There are two main types of resources: computing and storage. AWS offers various services for each of them and many other integration services (used to glue them).
# Compute
# EC2
Starting with the computing services, the main one here is EC2 (Elastic Compute Cloud). This is AWS's offering for spinning up virtual machines. We can choose the instance type (which is part of an instance family - e.g. general-purpose or compute-optimized) (you can check the catalog here (opens new window)) which gives us certain resources (e.g. number of vCPUs and RAM).
EC2 provides tons of features and options making it a lot more than just a service used to spin up instances. We can secure the instances (Security Groups), we can configure the networking (VPC), we can scale them vertically (choose a more powerful instance type) and horizontally (Auto-Scaling Groups, Load Balancers) and a lot more. This is also why it is considerably more expensive than more traditional/simpler hosting offerings like Linode or Digitalocean (this holds true for other cloud providers).

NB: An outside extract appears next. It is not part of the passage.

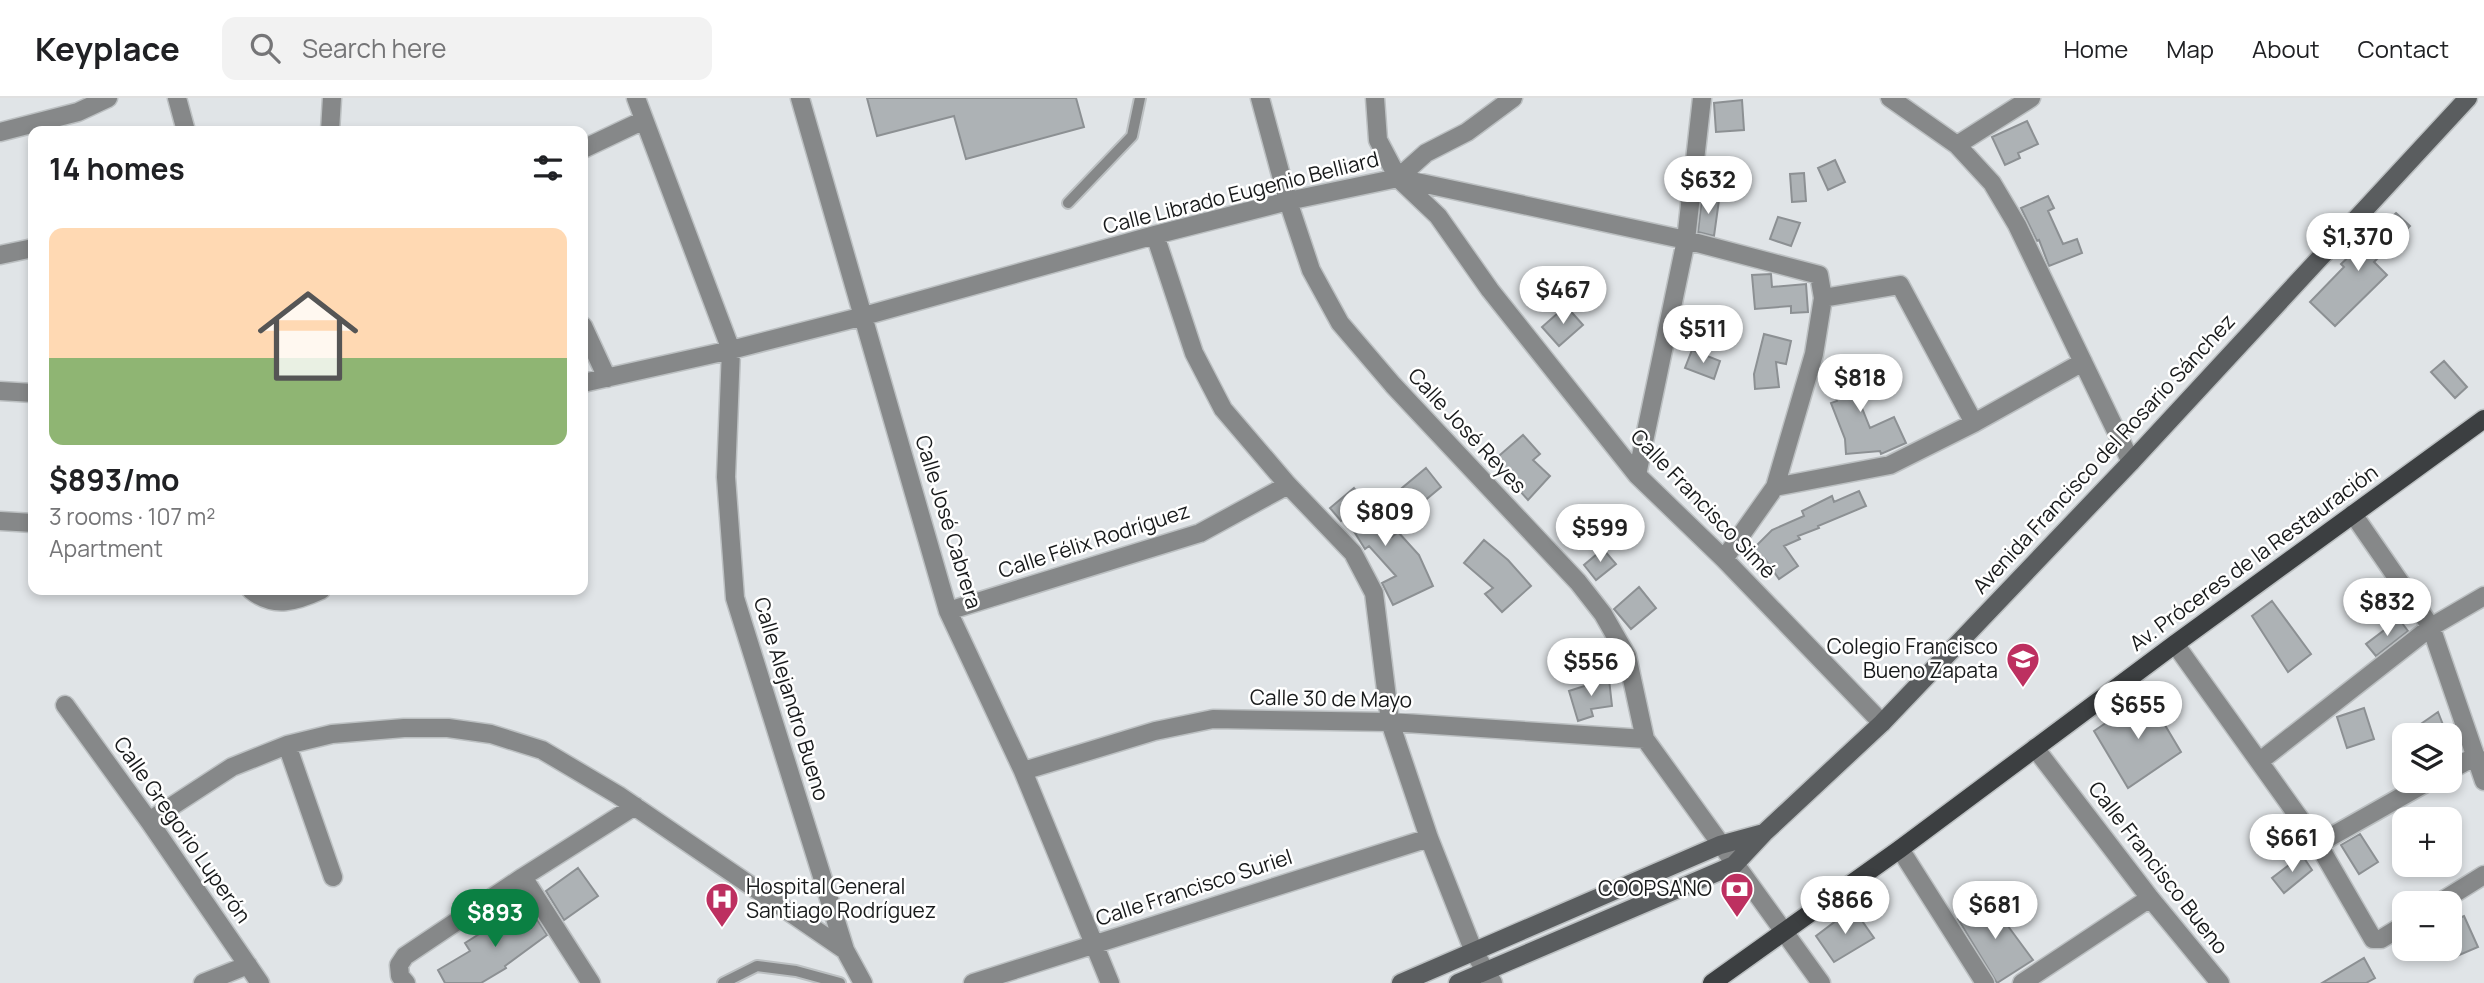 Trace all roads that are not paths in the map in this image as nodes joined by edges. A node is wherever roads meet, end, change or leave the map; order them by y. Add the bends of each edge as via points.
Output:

The virtual machines (ec2 instances) are based on AMIs (more info here (opens new window)) which basically are snapshots (providing the operating system and certain software, for example, the AWS CLI) used to quickly create the instance.
# Lambda
If, in the case of EC2, we had to take care of the virtual machine (e.g. choose the right configuration, scaling, software updates, etc.), lambda brings us to the other extreme. We don't have to configure and maintain anything other than our codebase. Lambda was the first FaaS (Functions as a Service) offering coming from the big cloud providers. It is considerably cheaper than EC2 since we pay only when our code is being executed. Of course, there is room for both EC2 and Lambda since each of them excels at certain tasks.
Exercise
How would you categorize EC2 and Lambda from a service model perspective?
# Storage
# Block Storage
Again, we have a variety of options to choose from based on our needs. If we want to store the EC2 data locally and/or need a usual file system, we would choose EBS (Elastic Block Storage) - this is also where the operating system and the rest of the software of the EC2 instance are stored. If we would need to be able to access the file system from multiple instances, we would go for EFS (Elastic File System).
# Object Storage
However, if we need object storage (e.g. to store images), we would go for S3 (Simple Storage Service). Compared to EBS or EFS, we interact with S3 through HTTP(S) rather than by mounting it to the instance. Besides features like versioning, encryption, and tiering, conveniently S3 allows us to quickly host a static website (i.e. HTML, JS, CSS files). On top of S3 we might add CloudFront, Amazon's CDN, which will cache our assets/objects at edge locations thus greatly reducing the latency (since data is closer to the user).
# Databases
Most of the time we will also need a database. We might choose to install MySQL or PostgreSQL on an EC2 instance or we might choose to go for the managed alternatives offered by AWS:
- RDS (Relational Database Service) (which includes the main RDBMS' like MySQL and Postgres and Amazon's own RDBMS, Aurora).
- DynamoDB (Key-Value/Document Database)
- Many more. You can check them out here (opens new window).
Exercise
Why would we choose a managed database instead of setting it up on our own?
# Other Services
- SQS (Simple Queue Service) - We strive to make our systems as decoupled as possible, mainly to increase fault tolerance (e.g. micro-services architecture). SQS helps us sending messages between services.
- SNS (Simple Notification Service) - As the name says, it's a notification system. We can use it for "external" notifications (e.g. emails and push notifications) and/or for "internal" notifications (e.g. notify other services when something happens).
- API Gateway - We can use it to build the interface with our client applications and forward the requests to the right service. For example, if we would have some lambda functions which read and write data to some database, we can create a REST interface to expose these functions to the world. It provides tons of features like authentication, throttling, and OpenAPI (opens new window) support.
- Cognito - Remember the authentication mentioned at the previous point? This is what Cognito is for. It's a service for managing users. You can store common fields (email, username, password, etc.) and custom fields (shoe size?) in it and you can easily integrate third-party authentication (Google, Facebook, etc.).
- CloudWatch - Having a system built out of so many services might lead to various challenges like monitoring and logging. This is where CloudWatch comes in. It is the central service to monitor your applications.